Where "ring" occurs in a line of the entries below, copy that line.
====
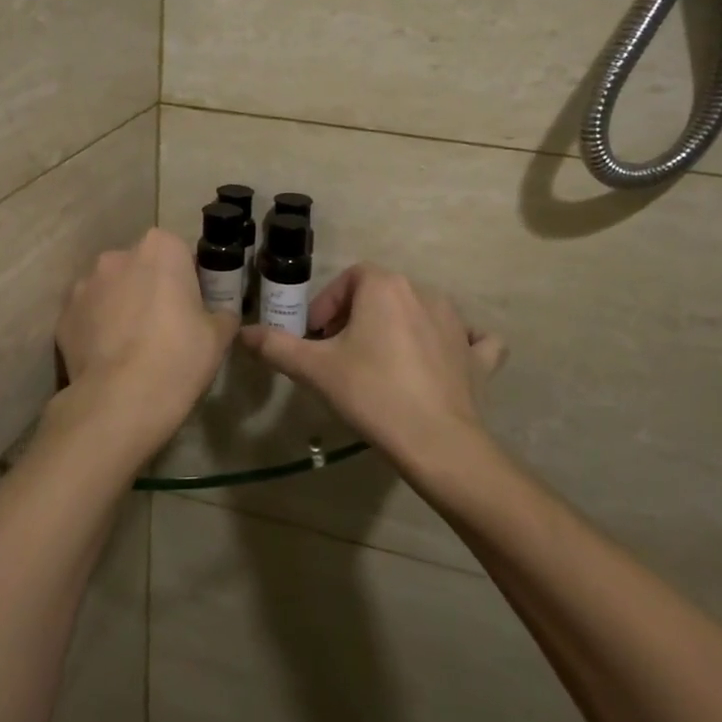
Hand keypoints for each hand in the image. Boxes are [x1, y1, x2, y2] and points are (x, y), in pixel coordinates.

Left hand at [55, 229, 239, 458]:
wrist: (121, 400)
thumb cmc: (179, 357)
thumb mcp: (219, 335)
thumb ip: (223, 313)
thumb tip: (221, 313)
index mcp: (160, 248)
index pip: (180, 253)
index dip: (188, 280)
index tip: (193, 307)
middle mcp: (118, 256)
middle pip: (141, 268)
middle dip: (151, 288)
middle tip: (166, 327)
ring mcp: (84, 284)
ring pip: (111, 290)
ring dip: (122, 306)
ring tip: (133, 346)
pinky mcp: (64, 315)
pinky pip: (88, 315)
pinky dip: (98, 329)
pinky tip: (110, 357)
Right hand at [239, 264, 504, 472]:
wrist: (437, 442)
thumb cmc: (371, 393)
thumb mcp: (315, 369)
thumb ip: (276, 346)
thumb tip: (243, 334)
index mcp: (384, 286)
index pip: (349, 280)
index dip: (327, 306)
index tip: (316, 338)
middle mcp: (424, 293)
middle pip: (381, 294)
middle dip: (357, 317)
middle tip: (340, 354)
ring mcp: (458, 323)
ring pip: (420, 312)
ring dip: (398, 328)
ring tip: (380, 365)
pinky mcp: (478, 356)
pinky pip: (470, 339)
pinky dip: (458, 345)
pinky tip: (444, 362)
====
• _Response for this exercise_
ring mcp: (84, 284)
ring pip: (111, 290)
ring dip: (122, 306)
ring tip: (133, 346)
ring mcp: (458, 323)
ring pip: (420, 312)
ring dip: (398, 328)
ring tip: (380, 365)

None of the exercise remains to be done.